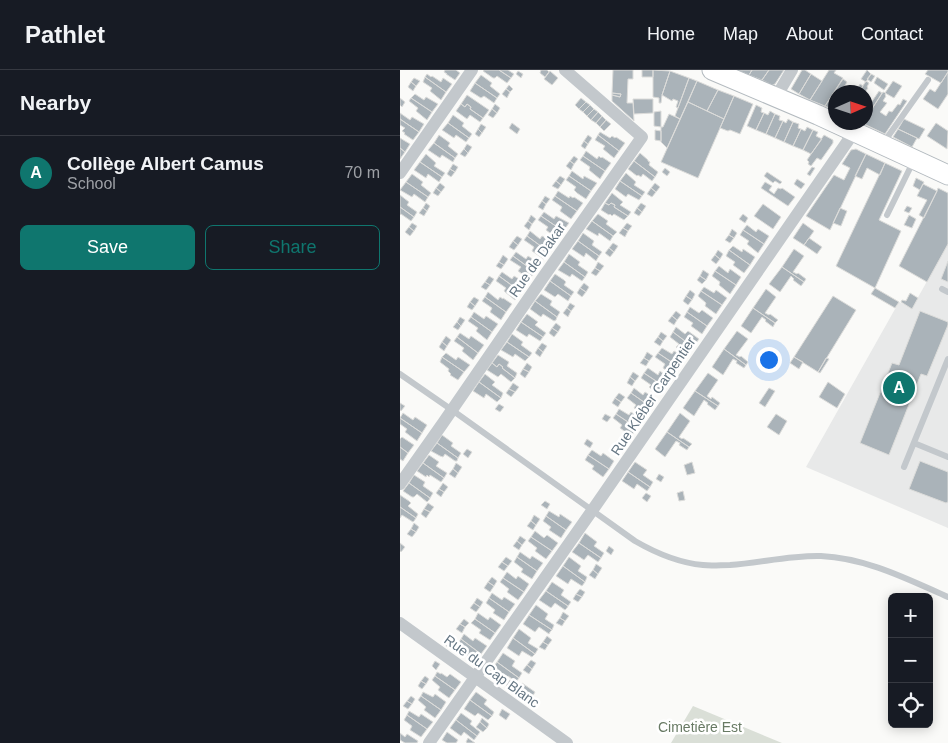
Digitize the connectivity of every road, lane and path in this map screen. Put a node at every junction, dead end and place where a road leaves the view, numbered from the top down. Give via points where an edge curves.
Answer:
1 (472, 70) edge
2 (565, 70) edge
3 (712, 70) edge
4 (792, 70) edge
5 (928, 80) dead end
6 (776, 97) junction
7 (854, 132) junction
8 (882, 145) junction
9 (914, 160) junction
10 (400, 173) edge
11 (948, 175) edge
12 (887, 216) dead end
13 (948, 359) edge
14 (400, 374) edge
15 (452, 410) junction
16 (914, 443) junction
17 (948, 457) edge
18 (904, 467) dead end
19 (400, 484) edge
20 (592, 510) junction
21 (948, 597) edge
22 (400, 623) edge
23 (476, 676) junction
24 (429, 743) edge
25 (567, 743) edge

1 - 10 street
2 - 15 street, Rue de Dakar via 642,137
3 - 6 street
4 - 6 street
5 - 8 lane
6 - 7 street
7 - 8 street
7 - 20 street, Rue Kléber Carpentier
8 - 9 street
9 - 11 street
9 - 12 lane
13 - 16 lane
14 - 15 lane
15 - 19 street, Rue de Dakar
15 - 20 lane
16 - 17 lane
16 - 18 lane
20 - 21 lane via 651,550 686,562 721,565 821,556 876,566
20 - 23 street, Rue Kléber Carpentier
22 - 23 street, Rue du Cap Blanc
23 - 24 street, Rue Kléber Carpentier
23 - 25 street, Rue du Cap Blanc

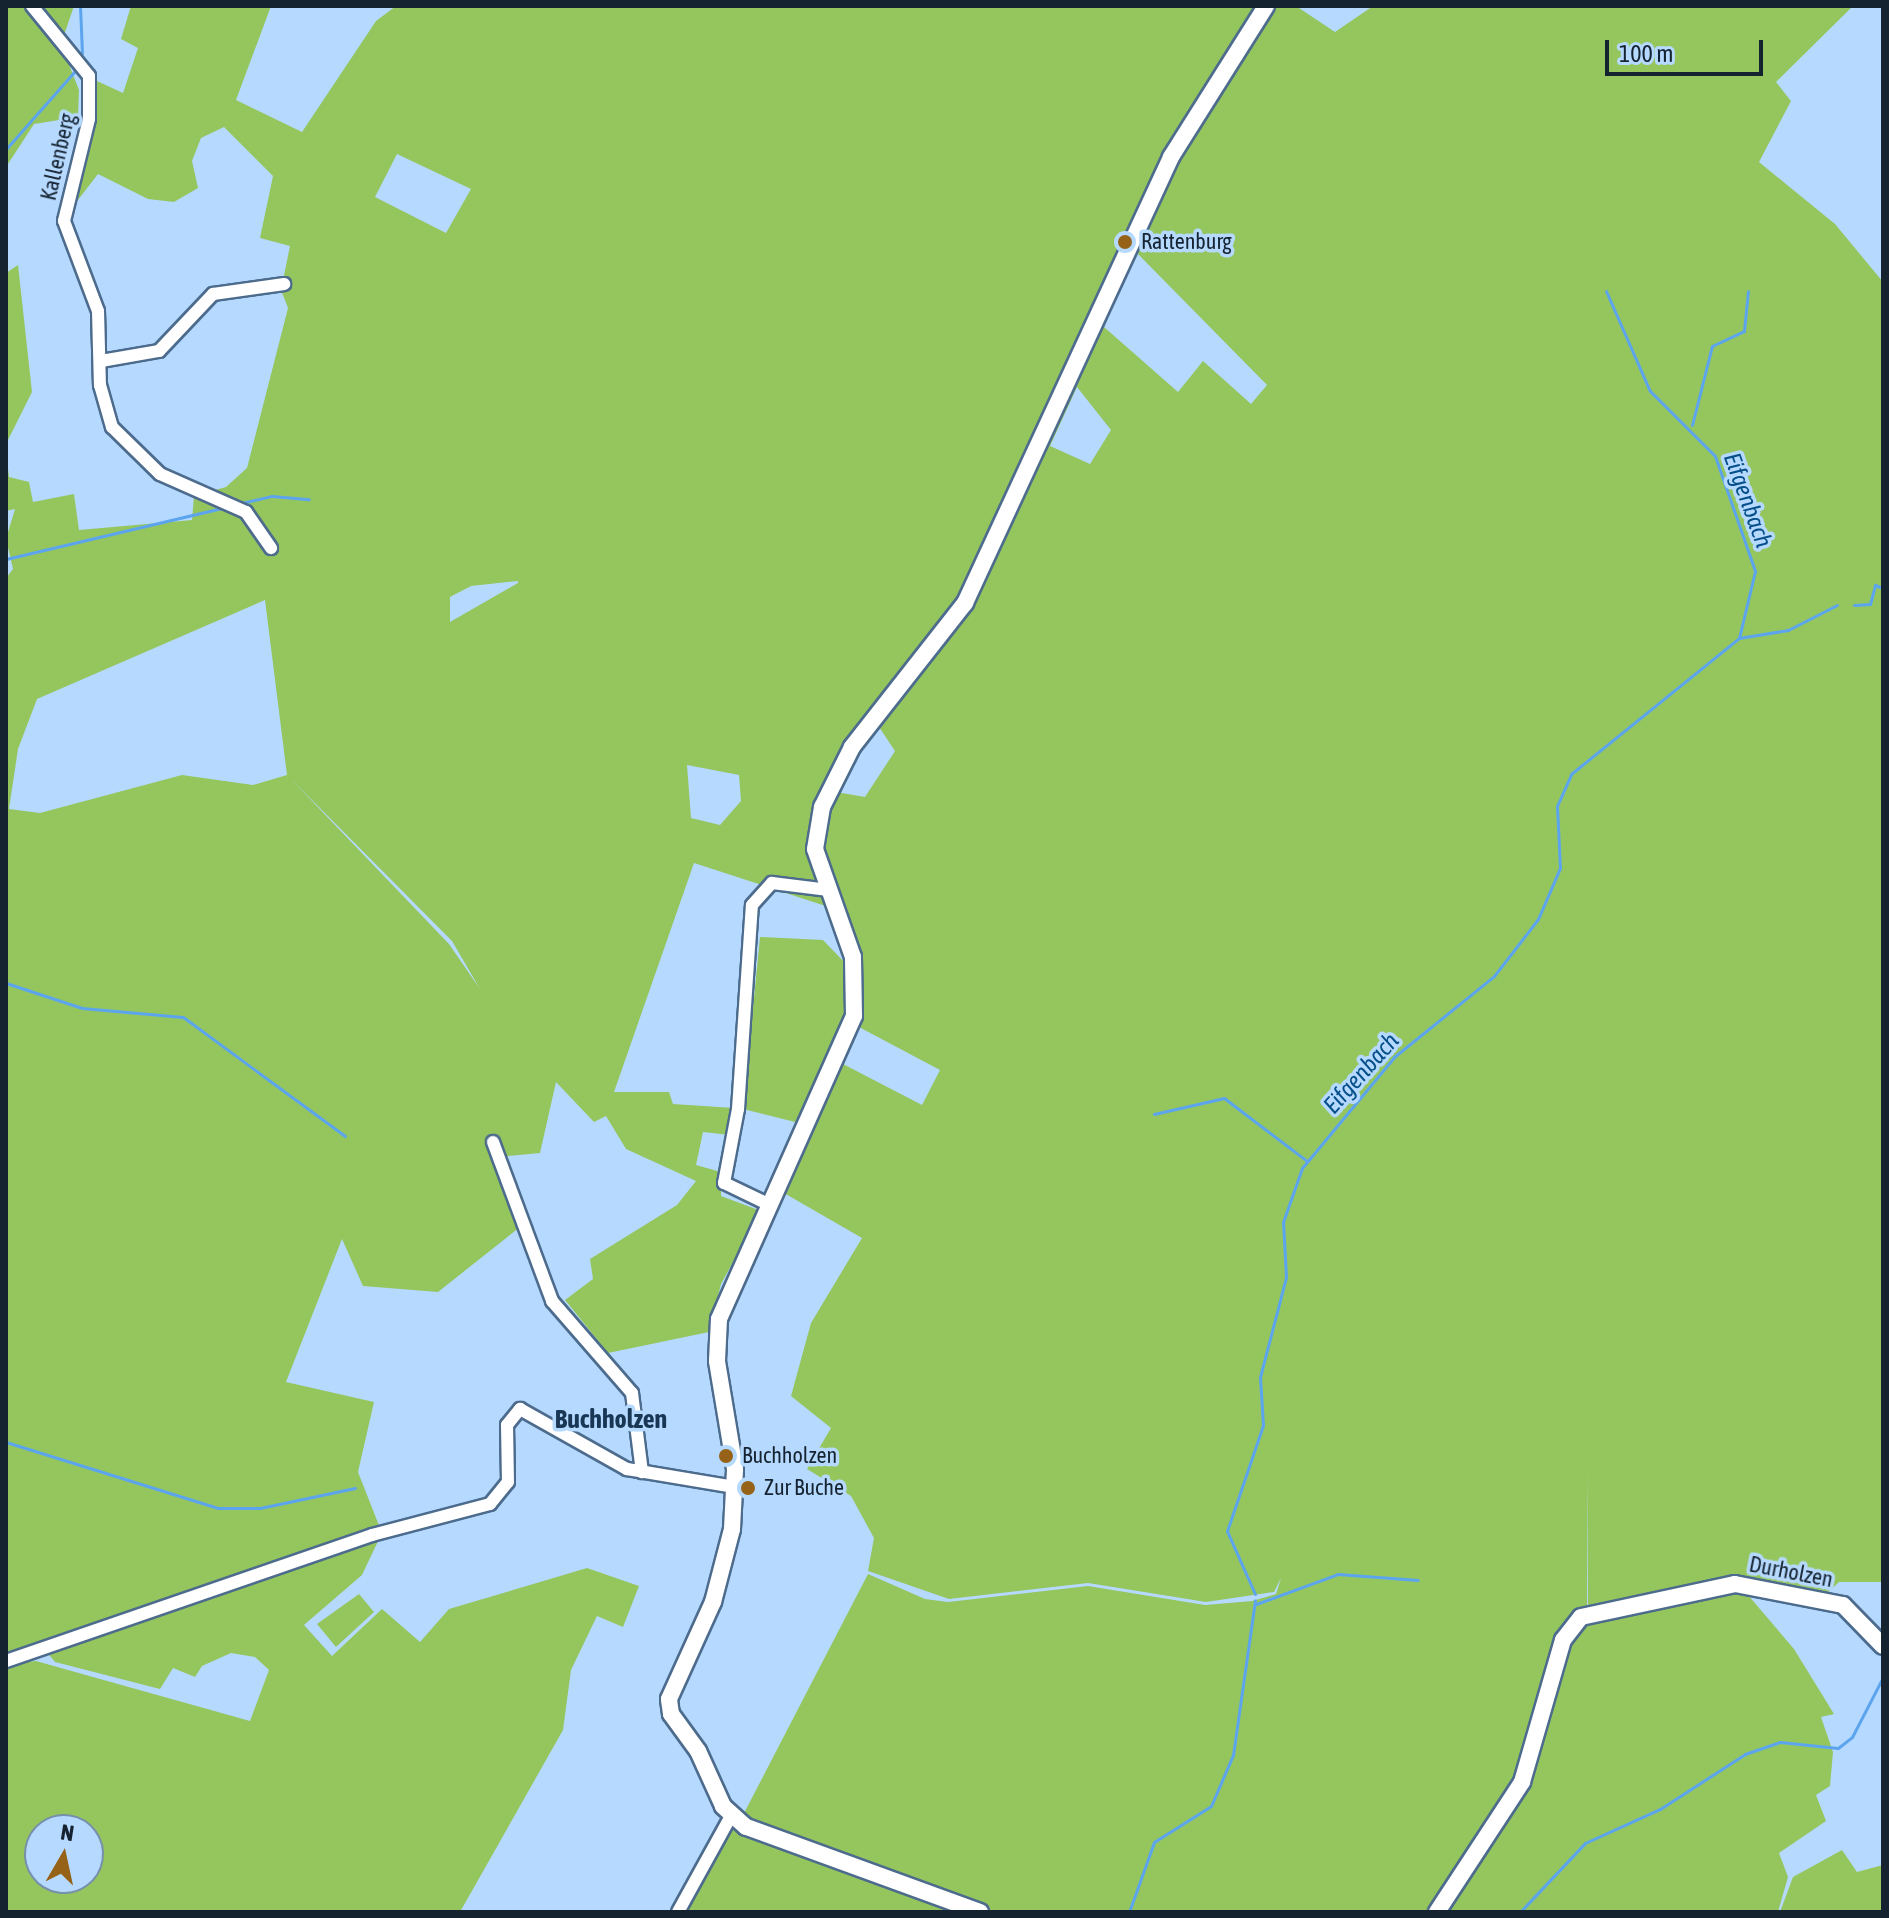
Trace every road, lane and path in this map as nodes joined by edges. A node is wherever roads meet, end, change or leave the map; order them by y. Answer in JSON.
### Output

....................

▸ **YOUR ASSIGNMENT**:
Would you return all of the entries unchanged while omitting the images?

▸ **SOLUTION FOR THIS TASK**:
Digitize the connectivity of every road, lane and path in this map screen. Put a node at every junction, dead end and place where a road leaves the view, numbered from the top down. Give via points where an edge curves.
Answer:
1 (472, 70) edge
2 (565, 70) edge
3 (712, 70) edge
4 (792, 70) edge
5 (928, 80) dead end
6 (776, 97) junction
7 (854, 132) junction
8 (882, 145) junction
9 (914, 160) junction
10 (400, 173) edge
11 (948, 175) edge
12 (887, 216) dead end
13 (948, 359) edge
14 (400, 374) edge
15 (452, 410) junction
16 (914, 443) junction
17 (948, 457) edge
18 (904, 467) dead end
19 (400, 484) edge
20 (592, 510) junction
21 (948, 597) edge
22 (400, 623) edge
23 (476, 676) junction
24 (429, 743) edge
25 (567, 743) edge

1 - 10 street
2 - 15 street, Rue de Dakar via 642,137
3 - 6 street
4 - 6 street
5 - 8 lane
6 - 7 street
7 - 8 street
7 - 20 street, Rue Kléber Carpentier
8 - 9 street
9 - 11 street
9 - 12 lane
13 - 16 lane
14 - 15 lane
15 - 19 street, Rue de Dakar
15 - 20 lane
16 - 17 lane
16 - 18 lane
20 - 21 lane via 651,550 686,562 721,565 821,556 876,566
20 - 23 street, Rue Kléber Carpentier
22 - 23 street, Rue du Cap Blanc
23 - 24 street, Rue Kléber Carpentier
23 - 25 street, Rue du Cap Blanc

Trace every road, lane and path in this map as nodes joined by edges. A node is wherever roads meet, end, change or leave the map; order them by y. Answer in JSON.
### Output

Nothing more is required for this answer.